(Exercise materials Opens)

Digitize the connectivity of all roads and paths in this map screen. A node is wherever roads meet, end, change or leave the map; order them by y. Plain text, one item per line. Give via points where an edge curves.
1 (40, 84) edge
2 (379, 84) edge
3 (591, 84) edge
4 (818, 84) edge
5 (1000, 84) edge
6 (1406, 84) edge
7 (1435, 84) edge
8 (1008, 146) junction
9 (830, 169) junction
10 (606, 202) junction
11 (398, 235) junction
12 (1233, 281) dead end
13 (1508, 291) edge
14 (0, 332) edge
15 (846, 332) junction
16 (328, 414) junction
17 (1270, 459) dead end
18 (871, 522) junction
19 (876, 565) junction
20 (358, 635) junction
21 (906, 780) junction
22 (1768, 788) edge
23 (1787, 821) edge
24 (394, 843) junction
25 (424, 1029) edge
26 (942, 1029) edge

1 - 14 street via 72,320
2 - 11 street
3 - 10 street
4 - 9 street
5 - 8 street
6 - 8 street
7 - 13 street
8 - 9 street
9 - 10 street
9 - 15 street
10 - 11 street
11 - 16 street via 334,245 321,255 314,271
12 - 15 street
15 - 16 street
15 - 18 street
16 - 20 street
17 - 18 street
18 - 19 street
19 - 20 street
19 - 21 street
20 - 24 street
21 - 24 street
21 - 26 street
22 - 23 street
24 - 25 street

(Exercise materials Closes)

* Work item
Each record must be output exactly, with none omitted.

* Task result
Digitize the connectivity of all roads and paths in this map screen. A node is wherever roads meet, end, change or leave the map; order them by y. Plain text, one item per line. Give via points where an edge curves.
1 (40, 84) edge
2 (379, 84) edge
3 (591, 84) edge
4 (818, 84) edge
5 (1000, 84) edge
6 (1406, 84) edge
7 (1435, 84) edge
8 (1008, 146) junction
9 (830, 169) junction
10 (606, 202) junction
11 (398, 235) junction
12 (1233, 281) dead end
13 (1508, 291) edge
14 (0, 332) edge
15 (846, 332) junction
16 (328, 414) junction
17 (1270, 459) dead end
18 (871, 522) junction
19 (876, 565) junction
20 (358, 635) junction
21 (906, 780) junction
22 (1768, 788) edge
23 (1787, 821) edge
24 (394, 843) junction
25 (424, 1029) edge
26 (942, 1029) edge

1 - 14 street via 72,320
2 - 11 street
3 - 10 street
4 - 9 street
5 - 8 street
6 - 8 street
7 - 13 street
8 - 9 street
9 - 10 street
9 - 15 street
10 - 11 street
11 - 16 street via 334,245 321,255 314,271
12 - 15 street
15 - 16 street
15 - 18 street
16 - 20 street
17 - 18 street
18 - 19 street
19 - 20 street
19 - 21 street
20 - 24 street
21 - 24 street
21 - 26 street
22 - 23 street
24 - 25 street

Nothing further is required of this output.